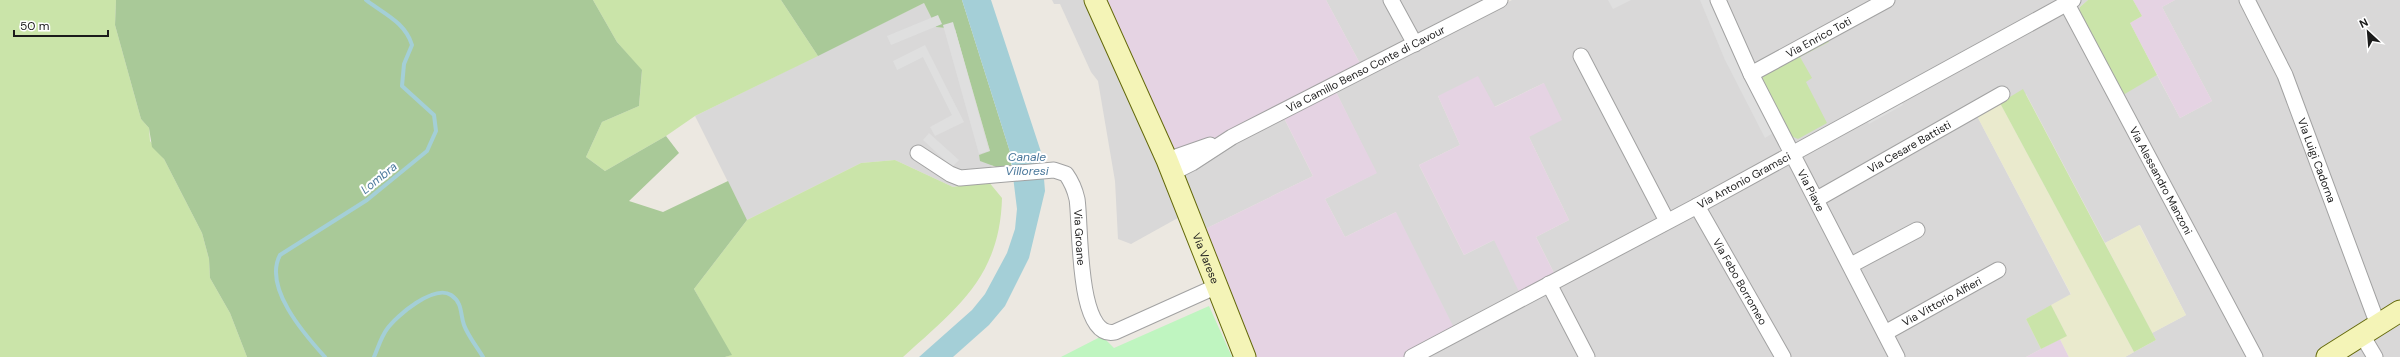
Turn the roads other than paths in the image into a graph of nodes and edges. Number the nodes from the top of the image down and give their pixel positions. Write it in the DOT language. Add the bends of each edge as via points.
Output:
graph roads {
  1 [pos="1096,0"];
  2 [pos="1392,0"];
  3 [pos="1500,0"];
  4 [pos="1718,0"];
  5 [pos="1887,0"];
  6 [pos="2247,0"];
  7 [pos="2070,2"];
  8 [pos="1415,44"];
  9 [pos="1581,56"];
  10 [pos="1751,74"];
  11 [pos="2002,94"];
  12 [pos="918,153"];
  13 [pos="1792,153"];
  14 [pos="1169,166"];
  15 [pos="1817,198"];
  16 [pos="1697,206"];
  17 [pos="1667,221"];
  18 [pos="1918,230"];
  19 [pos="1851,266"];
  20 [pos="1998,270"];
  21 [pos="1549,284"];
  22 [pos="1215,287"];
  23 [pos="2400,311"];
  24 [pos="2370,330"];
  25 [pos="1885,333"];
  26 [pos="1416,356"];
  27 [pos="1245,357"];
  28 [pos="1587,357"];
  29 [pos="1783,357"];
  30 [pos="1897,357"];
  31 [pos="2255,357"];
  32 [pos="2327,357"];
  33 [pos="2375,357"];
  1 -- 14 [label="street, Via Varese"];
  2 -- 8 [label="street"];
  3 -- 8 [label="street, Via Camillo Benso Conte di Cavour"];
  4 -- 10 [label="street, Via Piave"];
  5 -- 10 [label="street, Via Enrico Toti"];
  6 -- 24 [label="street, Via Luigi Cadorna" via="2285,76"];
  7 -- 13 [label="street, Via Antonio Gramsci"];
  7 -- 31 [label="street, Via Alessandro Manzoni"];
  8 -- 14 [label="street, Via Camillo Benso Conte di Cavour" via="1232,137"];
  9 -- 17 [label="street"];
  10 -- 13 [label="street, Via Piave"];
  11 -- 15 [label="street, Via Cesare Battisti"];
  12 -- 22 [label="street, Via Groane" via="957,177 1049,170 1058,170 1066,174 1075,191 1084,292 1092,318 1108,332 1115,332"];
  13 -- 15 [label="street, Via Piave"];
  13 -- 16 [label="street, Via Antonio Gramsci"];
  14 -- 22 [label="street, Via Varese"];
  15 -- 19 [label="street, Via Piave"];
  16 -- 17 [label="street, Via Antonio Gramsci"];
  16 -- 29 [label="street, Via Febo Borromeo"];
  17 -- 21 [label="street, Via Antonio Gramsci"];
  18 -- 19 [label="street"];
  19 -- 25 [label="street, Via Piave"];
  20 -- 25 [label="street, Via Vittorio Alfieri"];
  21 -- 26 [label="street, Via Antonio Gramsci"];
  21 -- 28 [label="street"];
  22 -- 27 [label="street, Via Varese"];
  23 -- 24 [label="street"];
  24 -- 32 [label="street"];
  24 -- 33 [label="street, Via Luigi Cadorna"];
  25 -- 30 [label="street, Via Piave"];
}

────────

About this exercise —
Retype all the data exactly; skip the pictures.

Task answer —
Turn the roads other than paths in the image into a graph of nodes and edges. Number the nodes from the top of the image down and give their pixel positions. Write it in the DOT language. Add the bends of each edge as via points.
Output:
graph roads {
  1 [pos="1096,0"];
  2 [pos="1392,0"];
  3 [pos="1500,0"];
  4 [pos="1718,0"];
  5 [pos="1887,0"];
  6 [pos="2247,0"];
  7 [pos="2070,2"];
  8 [pos="1415,44"];
  9 [pos="1581,56"];
  10 [pos="1751,74"];
  11 [pos="2002,94"];
  12 [pos="918,153"];
  13 [pos="1792,153"];
  14 [pos="1169,166"];
  15 [pos="1817,198"];
  16 [pos="1697,206"];
  17 [pos="1667,221"];
  18 [pos="1918,230"];
  19 [pos="1851,266"];
  20 [pos="1998,270"];
  21 [pos="1549,284"];
  22 [pos="1215,287"];
  23 [pos="2400,311"];
  24 [pos="2370,330"];
  25 [pos="1885,333"];
  26 [pos="1416,356"];
  27 [pos="1245,357"];
  28 [pos="1587,357"];
  29 [pos="1783,357"];
  30 [pos="1897,357"];
  31 [pos="2255,357"];
  32 [pos="2327,357"];
  33 [pos="2375,357"];
  1 -- 14 [label="street, Via Varese"];
  2 -- 8 [label="street"];
  3 -- 8 [label="street, Via Camillo Benso Conte di Cavour"];
  4 -- 10 [label="street, Via Piave"];
  5 -- 10 [label="street, Via Enrico Toti"];
  6 -- 24 [label="street, Via Luigi Cadorna" via="2285,76"];
  7 -- 13 [label="street, Via Antonio Gramsci"];
  7 -- 31 [label="street, Via Alessandro Manzoni"];
  8 -- 14 [label="street, Via Camillo Benso Conte di Cavour" via="1232,137"];
  9 -- 17 [label="street"];
  10 -- 13 [label="street, Via Piave"];
  11 -- 15 [label="street, Via Cesare Battisti"];
  12 -- 22 [label="street, Via Groane" via="957,177 1049,170 1058,170 1066,174 1075,191 1084,292 1092,318 1108,332 1115,332"];
  13 -- 15 [label="street, Via Piave"];
  13 -- 16 [label="street, Via Antonio Gramsci"];
  14 -- 22 [label="street, Via Varese"];
  15 -- 19 [label="street, Via Piave"];
  16 -- 17 [label="street, Via Antonio Gramsci"];
  16 -- 29 [label="street, Via Febo Borromeo"];
  17 -- 21 [label="street, Via Antonio Gramsci"];
  18 -- 19 [label="street"];
  19 -- 25 [label="street, Via Piave"];
  20 -- 25 [label="street, Via Vittorio Alfieri"];
  21 -- 26 [label="street, Via Antonio Gramsci"];
  21 -- 28 [label="street"];
  22 -- 27 [label="street, Via Varese"];
  23 -- 24 [label="street"];
  24 -- 32 [label="street"];
  24 -- 33 [label="street, Via Luigi Cadorna"];
  25 -- 30 [label="street, Via Piave"];
}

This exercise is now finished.